1193619 and 1077043 , any ideas which are best? Or can one of you guys point me somewhere else for better ones?

Lee.


I replaced my inductors with Toko 10RB shielded ones from here and it cured the hum problem I was having completely.

To those saying that the original filter had a treble lift, yes it did, but smaller than the rolloff you get with the Bessell, if that matters to you.
 
Glenn2 said:



I replaced my inductors with Toko 10RB shielded ones from here and it cured the hum problem I was having completely.

To those saying that the original filter had a treble lift, yes it did, but smaller than the rolloff you get with the Bessell, if that matters to you.

Thanks Glenn. I ordered some of those inductors earlier.

I think I'll stay with the original filter then, I don't like the idea of roll-off, that's why I stayed away from NOS with my tda1541 player.

Lee
 
Thomo said:



Seeing as I'm still a bit of a noob, any chance of explaining what difference this will make to the sound please?

Lee.


It should sound a tad smoother with the Bessell.

With Ray's filter circuit and his prescribed values you are exactly 1dB down by 20kHz. Would not bother most people but it is just about audible nonetheless.

Try it and if you feel you need more top-end sparkle you can always change the values and try it the other way later.
 
Member
Joined 2006
Paid Member
The Os Con Story

Hi Ray

Once more following your work, I replaced C124 Next to VREF out by a 220uF 10V OsCon (gives "space" and transient attack in the bass).

After that I replaced C135 / 138 (Q105) Sled + LD by 150uF 16V oscon (more microdetail) (ultra low bass info) (wider space).

Next went C153 / 154 (QM01) Disc Motor Driver by 150uF 16V oscon (more low bass control).

But the real magic happened when I finally replaced R127 / 128 (Q105) Sled + LD by 220uH/2,5R (more bass control and trebble definition).

I would really apreciate your comments on this upgrade.

Now I really understand the possibilities of this player and want a good output stage.

I need a good 12V PSU for the output stage.... Can you suggest a minimum quality TX ?

Should I use 80VA or less ?

Thank you again for your help.

Best Regards

Ricardo
 
Member
Joined 2006
Paid Member
Hi

I am now looking at the external DAC PSU..... Can anyone tell me what is the little black part that seems to be glued to the TX..?

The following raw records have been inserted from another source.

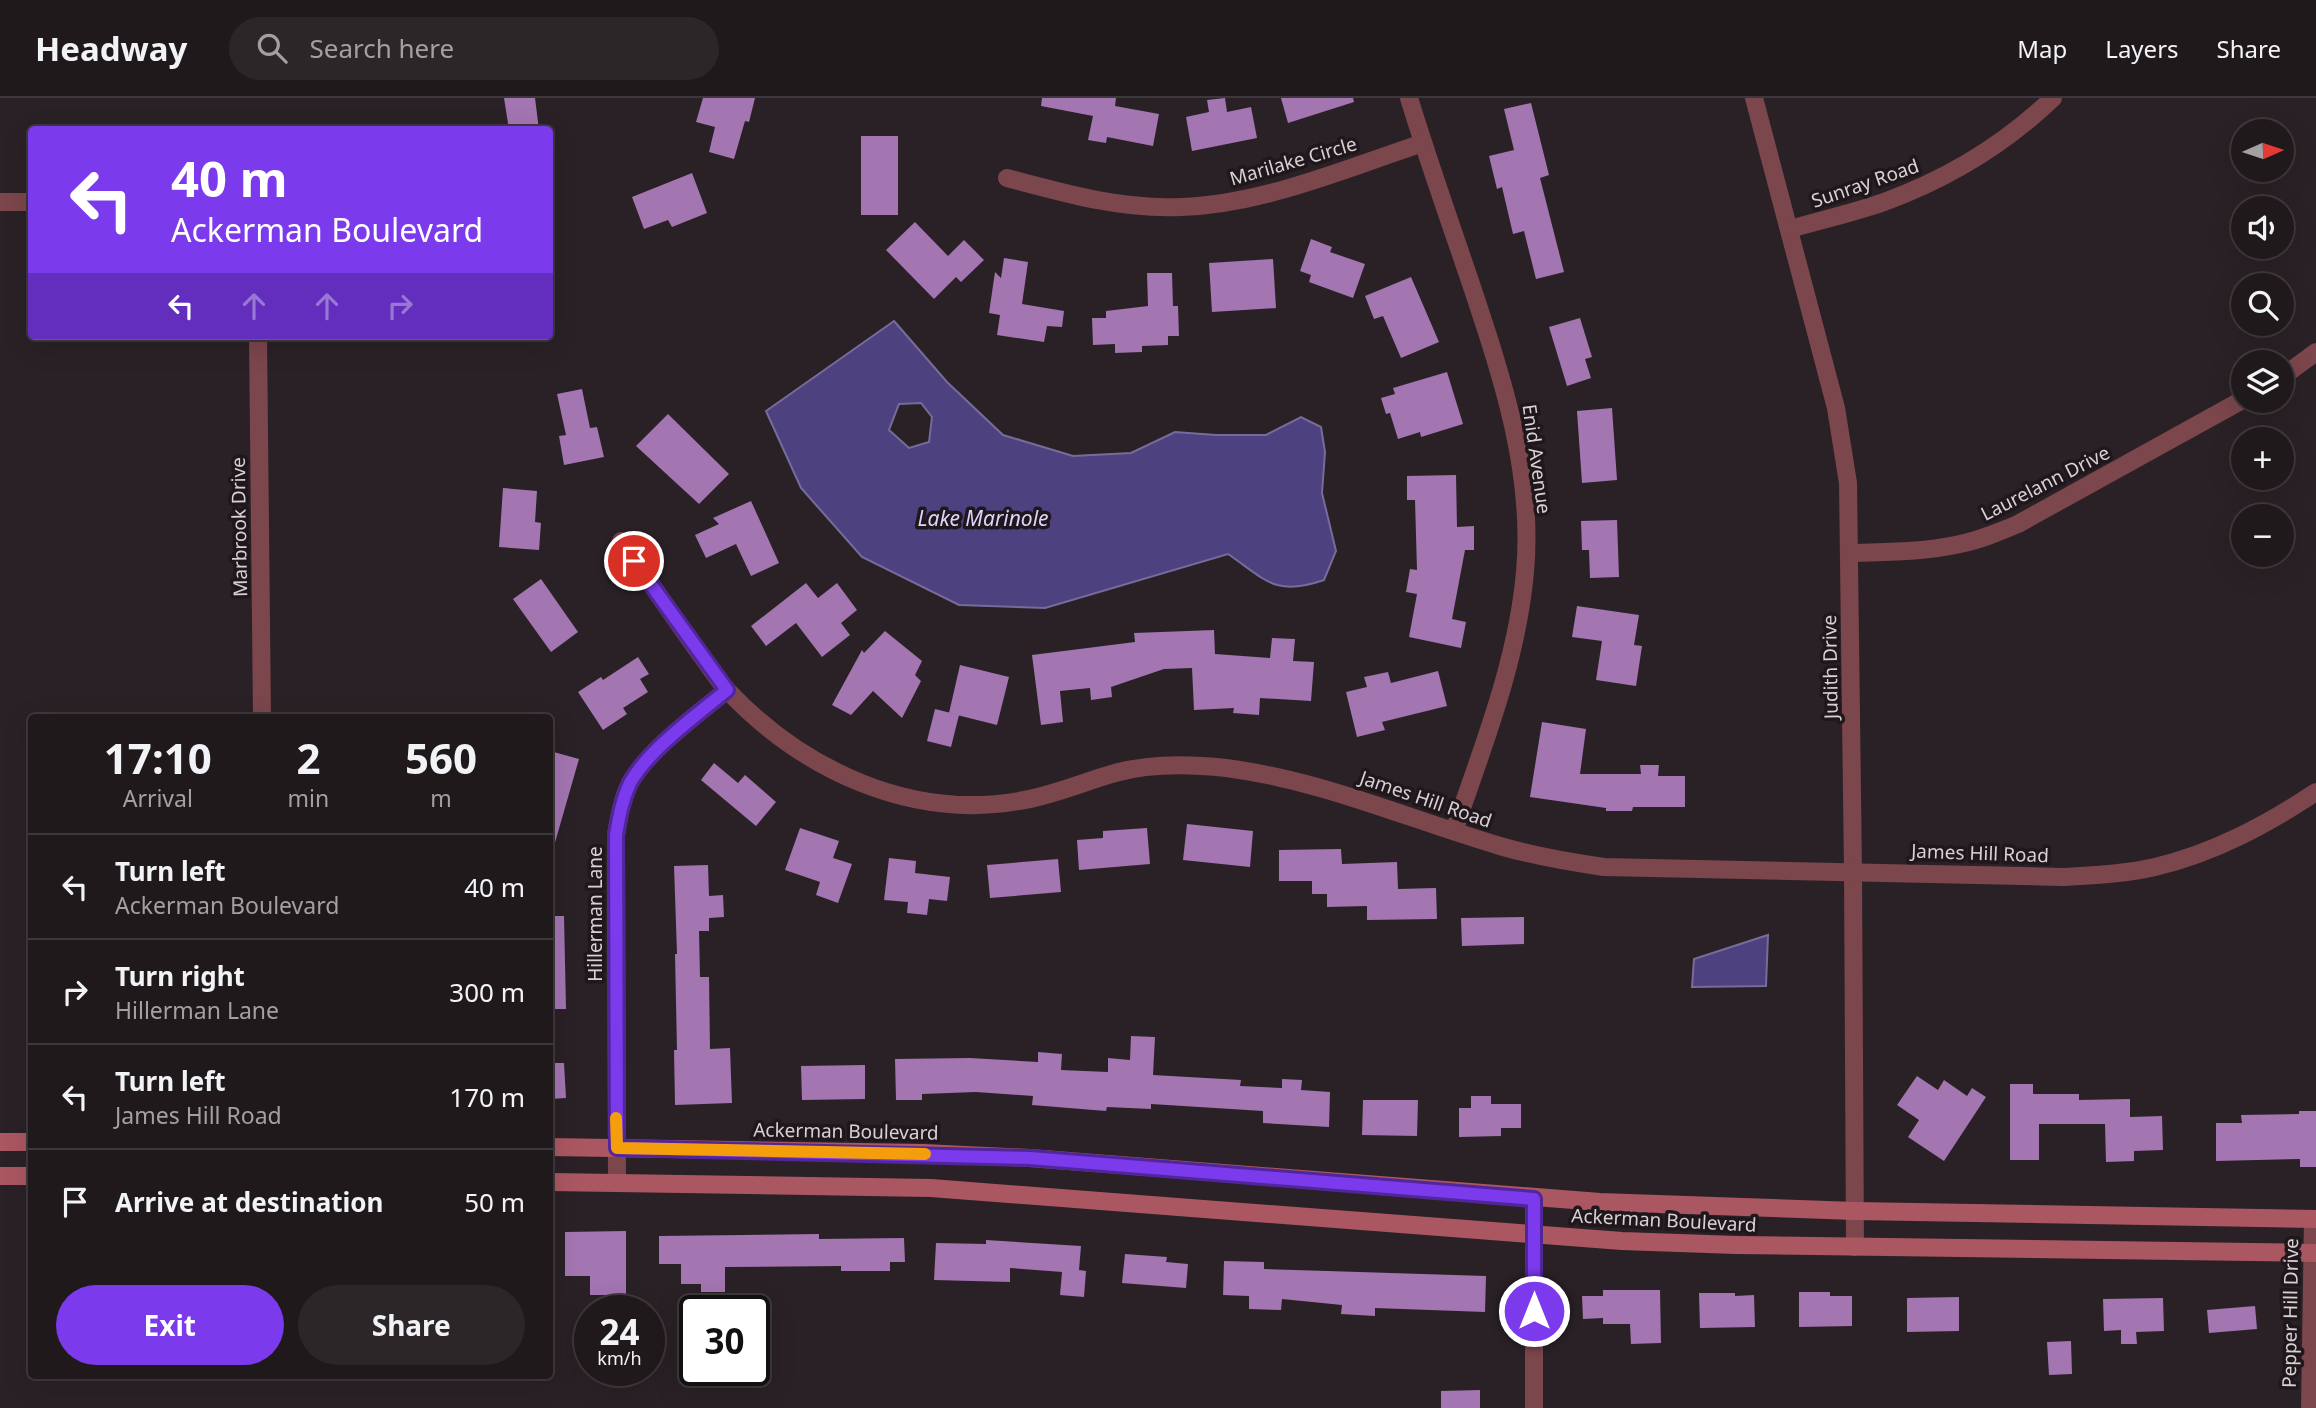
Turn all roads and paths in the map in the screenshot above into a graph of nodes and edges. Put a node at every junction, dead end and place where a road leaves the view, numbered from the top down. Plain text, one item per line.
1 (1409, 98) edge
2 (1754, 98) edge
3 (2053, 98) edge
4 (1423, 143) junction
5 (1007, 178) dead end
6 (0, 202) edge
7 (28, 202) edge
8 (1790, 229) junction
9 (258, 340) edge
10 (2316, 352) edge
11 (2294, 368) edge
12 (2231, 406) edge
13 (621, 541) dead end
14 (1850, 553) junction
15 (727, 690) junction
16 (262, 714) edge
17 (2316, 792) edge
18 (1454, 831) junction
19 (1853, 871) junction
20 (0, 1142) edge
21 (28, 1142) edge
22 (553, 1147) edge
23 (617, 1148) junction
24 (0, 1176) edge
25 (28, 1176) edge
26 (553, 1182) edge
27 (617, 1182) junction
28 (1534, 1199) junction
29 (1855, 1211) junction
30 (2314, 1219) edge
31 (1533, 1234) junction
32 (1855, 1247) junction
33 (2314, 1253) edge
34 (1534, 1408) edge
35 (2310, 1408) edge

1 - 4 street, Enid Avenue
2 - 8 street, Judith Drive
3 - 8 street, Sunray Road
4 - 5 street, Marilake Circle
4 - 18 street, Enid Avenue
6 - 7 street
8 - 14 street, Judith Drive
9 - 16 street, Marbrook Drive
10 - 11 street
12 - 14 street, Laurelann Drive
13 - 15 street, James Hill Road
14 - 19 street, Judith Drive
15 - 18 street, James Hill Road
15 - 23 street, Hillerman Lane
17 - 19 street, James Hill Road
18 - 19 street, James Hill Road
19 - 29 street, Judith Drive
20 - 21 street
22 - 23 street, Ackerman Boulevard
23 - 27 street, Hillerman Lane
23 - 28 street, Ackerman Boulevard
24 - 25 street
26 - 27 street, Ackerman Boulevard
27 - 31 street, Ackerman Boulevard
28 - 29 street, Ackerman Boulevard
28 - 31 street
29 - 30 street, Ackerman Boulevard
29 - 32 street, Judith Drive
30 - 33 street, Pepper Hill Drive
31 - 32 street, Ackerman Boulevard
31 - 34 street
32 - 33 street, Ackerman Boulevard
33 - 35 street, Pepper Hill Drive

Can I damage it trying to remove the board the upgrade the caps ?

Thank you for your help.

Regards

Ricardo
 

Attachments

  • p1010016 crop.jpg
    p1010016 crop.jpg
    73.4 KB · Views: 302
I've noticed some differences between the discrete's on Brent's and Ray's pdf's. Brent uses 1 2sc2240 per channel and 2 x 1n4148's and Ray uses 2 x bc550 and a 220n cap (c8). Which is the best layout? If Ray's is best, can I use 2sc2240's instead of bc550? As i have them already.

Cheers,

Lee.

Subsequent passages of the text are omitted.